A practical scheme of the sigma‐point Kalman filter for high‐dimensional systems
Author(s) -
Tang Youmin,
Deng Ziwang,
Manoj K. K.,
Chen Dake
Publication year - 2014
Publication title -
journal of advances in modeling earth systems
Language(s) - English
Resource type - Journals
SCImago Journal Rank - 3.03
H-Index - 58
ISSN - 1942-2466
DOI - 10.1002/2013ms000255
Subject(s) - data assimilation , kalman filter , computer science , ensemble kalman filter , algorithm , state space representation , meteorology , extended kalman filter , artificial intelligence , physics
While applying a sigma‐point Kalman filter (SPKF) to a high‐dimensional system such as the oceanic general circulation model (OGCM), a major challenge is to reduce its heavy burden of storage memory and costly computation. In this study, we propose a new scheme for SPKF to address these issues. First, a reduced rank SPKF was introduced on the high‐dimensional model state space using the truncated single value decomposition (TSVD) method (T‐SPKF). Second, the relationship of SVDs between the model state space and a low‐dimensional ensemble space is used to construct sigma points on the ensemble space (ET‐SPKF). As such, this new scheme greatly reduces the demand of memory storage and computational cost and makes the SPKF method applicable to high‐dimensional systems. Two numerical models are used to test and validate the ET‐SPKF algorithm. The first model is the 40‐variable Lorenz model, which has been a test bed of new assimilation algorithms. The second model is a realistic OGCM for the assimilation of actual observations, including Argo and in situ observations over the Pacific Ocean.

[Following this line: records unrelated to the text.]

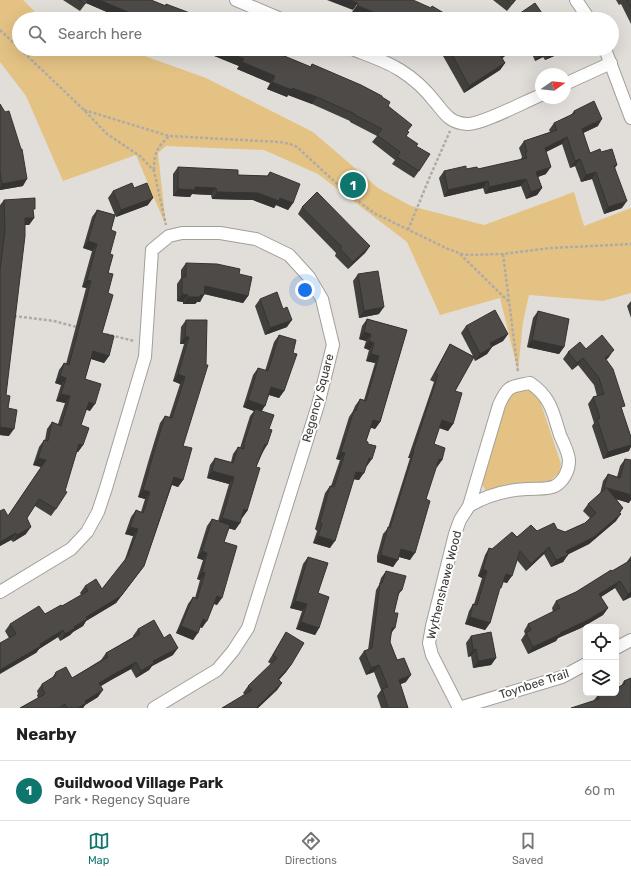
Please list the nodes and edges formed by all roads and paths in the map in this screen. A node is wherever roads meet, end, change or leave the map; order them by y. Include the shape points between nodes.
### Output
1 (236, 0) edge
2 (576, 0) edge
3 (264, 12) edge
4 (584, 12) edge
5 (0, 30) edge
6 (12, 41) edge
7 (28, 56) edge
8 (368, 56) edge
9 (608, 56) edge
10 (611, 63) junction
11 (571, 81) edge
12 (535, 98) edge
13 (84, 110) junction
14 (631, 118) edge
15 (454, 121) junction
16 (169, 136) junction
17 (154, 171) junction
18 (408, 230) junction
19 (169, 236) junction
20 (631, 244) edge
21 (458, 253) junction
22 (503, 254) junction
23 (510, 303) junction
24 (8, 315) edge
25 (77, 327) edge
26 (100, 333) edge
27 (146, 344) junction
28 (520, 385) junction
29 (469, 506) junction
30 (0, 592) edge
31 (631, 640) edge
32 (619, 646) edge
33 (583, 666) edge
34 (154, 708) edge
35 (459, 708) edge

1 - 3 street
2 - 4 street
5 - 6 path
7 - 13 path
8 - 15 street via 399,69 414,80 445,115
9 - 10 street
10 - 11 street
10 - 14 street
12 - 15 street via 482,121 468,124
13 - 16 path
13 - 17 path via 107,134 140,156
15 - 18 path
16 - 17 path via 156,152
16 - 18 path via 290,144 299,149 362,205
17 - 19 path
18 - 21 path
19 - 27 street via 152,250
19 - 34 street, Regency Square via 182,233 228,234 256,239 289,254 309,277 322,299 333,345 318,405 248,628 233,652 217,670
20 - 22 path via 551,248
21 - 22 path
21 - 23 path
22 - 23 path
23 - 28 path
24 - 25 path
26 - 27 path
27 - 30 street via 145,357 106,488 92,523 71,549
28 - 29 street, Wythenshawe Wood via 510,388 499,405
28 - 29 street via 530,383 546,398 569,459 568,472 554,486 492,495
29 - 35 street, Wythenshawe Wood via 455,534 429,643 432,655
31 - 32 street
33 - 35 street, Toynbee Trail via 562,677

The experiments show that ET‐SPKF is computationally feasible for high‐dimensional systems and capable of precise analyses. In particular, for realistic oceanic assimilations, the ET‐SPKF algorithm can significantly improve oceanic analysis and improve ENSO prediction. A comparison between the ET‐SPKF algorithm and EnKF (ensemble Kalman filter) is also tribally conducted using the OGCM and actual observations.